Updated on September 19, 2013

To a regular guy, a credit union doesn't seem much different from traditional financial institutions. They both allow you to open savings accounts, make loans, write checks, and even use credit and debit cards. However, the similarities end there. A credit union sets itself apart from other financial institutions because of a few key features.

Let us first define what a credit union is, though.

Investopedia defines a credit union as:

"A member-owned financial co-operative. These institutions are created and operated by its members and profits are shared amongst the owners."

Investopedia goes on to explain further:

"As soon as you deposit funds into a credit union account, you become a partial owner and participate in the union's profitability. Credit unions are formed by large corporations and organizations for their employees and members."

On the other hand, a bank is defined as:

"A financial institution licensed as a receiver of deposits. There are two types of banks: commercial/retail banks and investment banks. In most countries, banks are regulated by the national government or central bank."

Debbie Dragon puts the differences between a bank and a credit union in this way:

Features of a bank: "Bank profits are returned as earnings to their stockholders. Stockholders receive their income through the bank customers. In order to serve the stockholders' interest, banks are incented to charge higher interest and fees in order to drive higher profits. The benefit of the bank’s for-profit nature is that it also incented to drive innovation in order to attract and better serve its customers. As such, banks often offer valuable features and services that credit unions are slower to adopt."

Features of a credit union: "Since the credit union isn't out to turn a profit, it can return its earnings to the members in the form of higher interest rates on savings products and lower interest rates on loans and credit cards. If a credit union should bring in more money than it requires to operate the organization, it will distribute the overage in the form of dividends to its members (everyone who has an account)."
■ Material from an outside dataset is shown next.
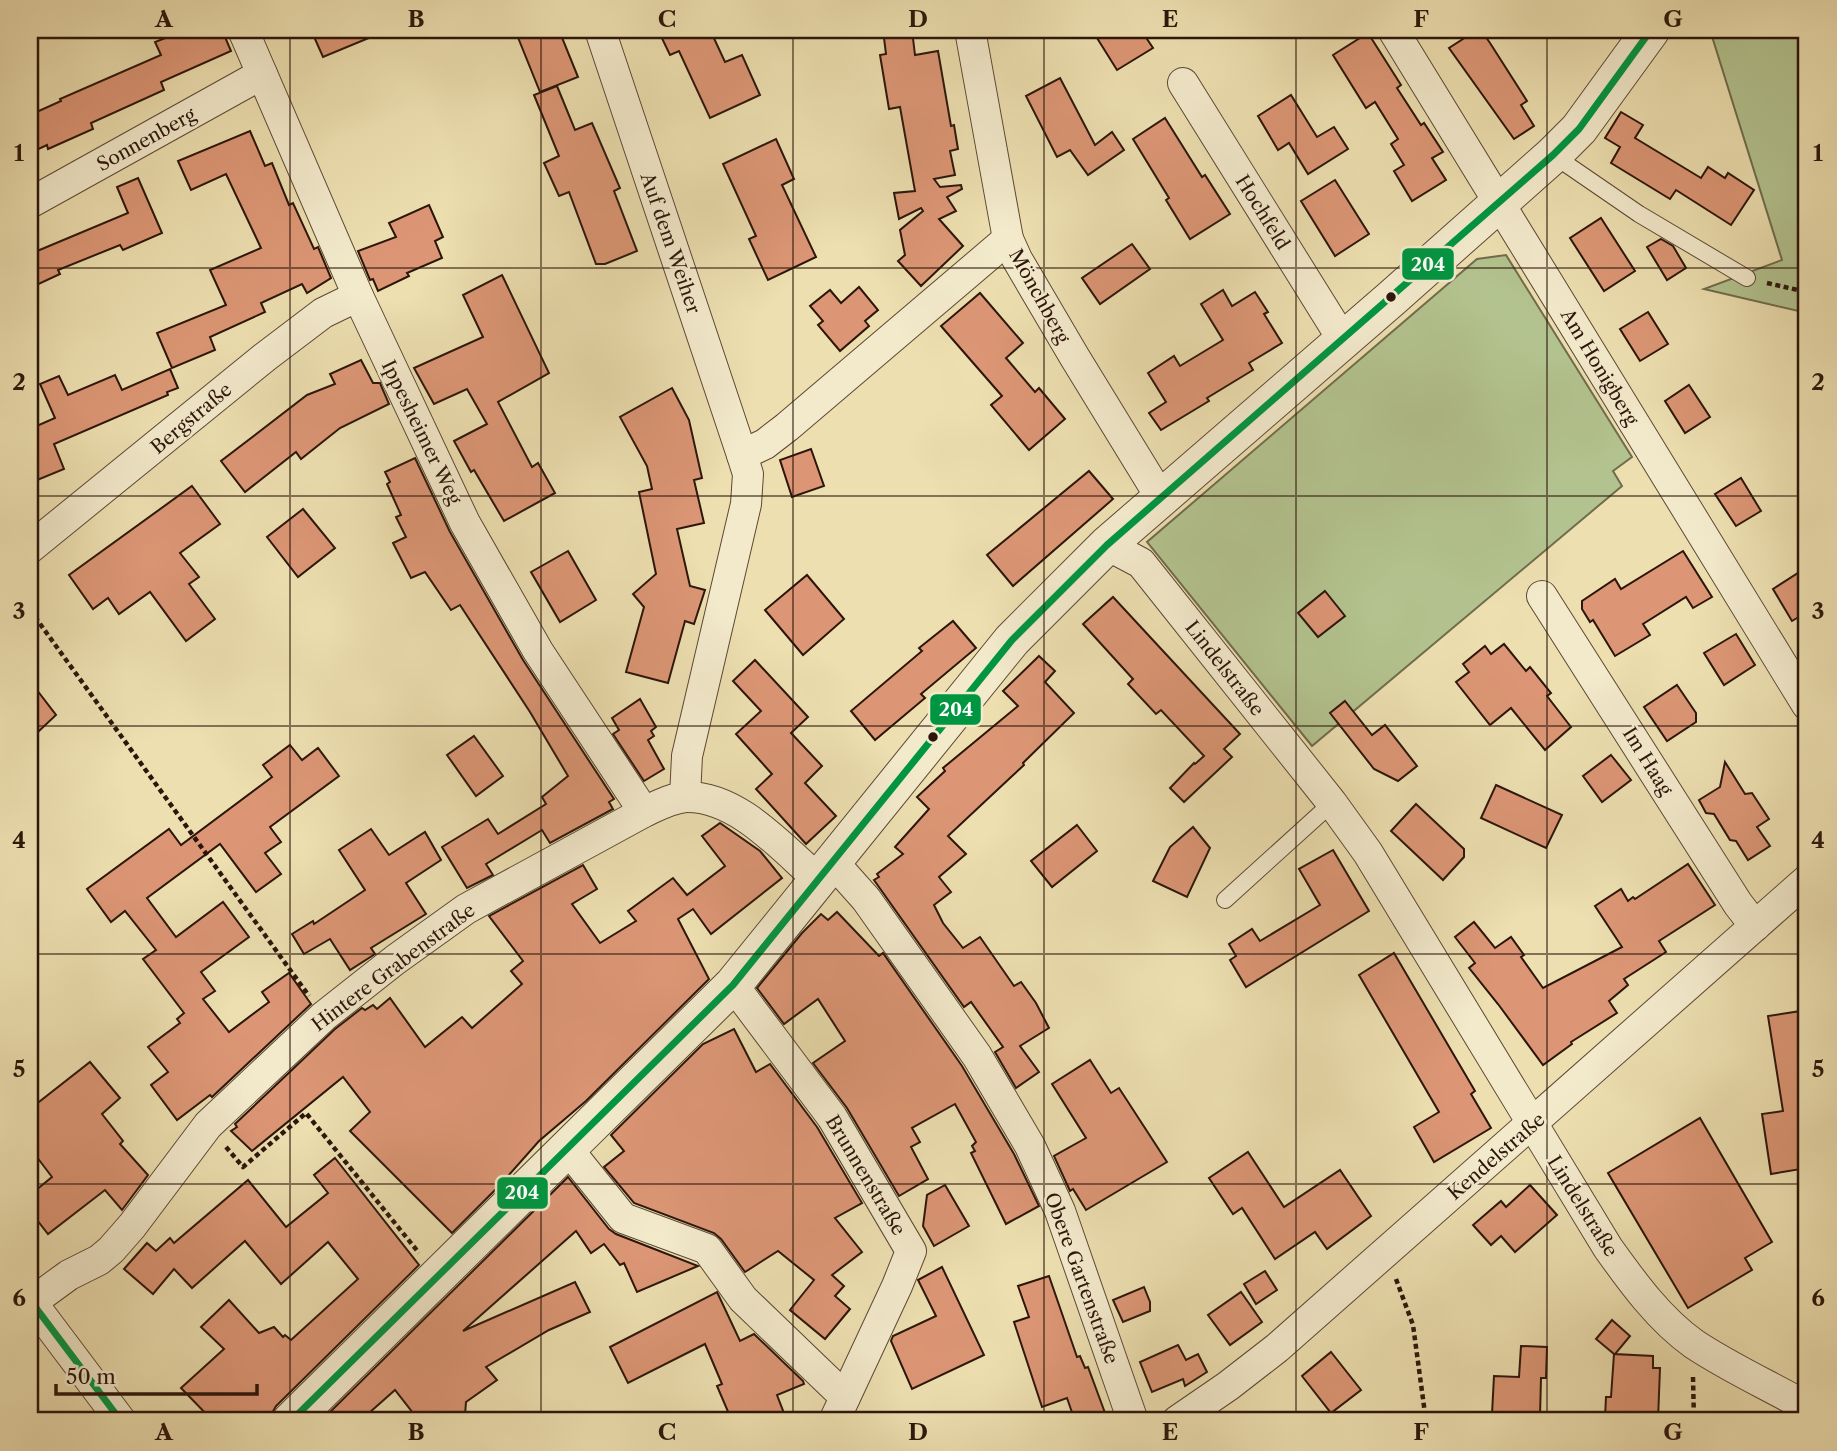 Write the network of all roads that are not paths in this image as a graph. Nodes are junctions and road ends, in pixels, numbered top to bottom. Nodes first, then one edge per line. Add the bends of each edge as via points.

Thus, if we simplify the definitions of Investopedia and Ms. Debbie Dragon, a bank is a commercial institution with being able to make a profit as its central drive. It serves its shareholders, and its account holders are its source of income and profits. On the other hand, a credit union is an institution whose account holders are also its shareholders. This is why their products are more friendly towards their account holders.

Another good feature of a credit union as opposed to for-profit financial institutions is that for those with bad credit looking for a loan the requirements may not be as strict. If you've been having trouble getting your loan approved with the standard financial institutions, then a credit union may be the answer to your problem. Because they are not-for-profit institutions, operate on a smaller scale and are more people-oriented, they may be more inclined to meet applicants with bad credit who need loans, assess them personally for creditworthiness, and possibly grant those loans despite bad credit.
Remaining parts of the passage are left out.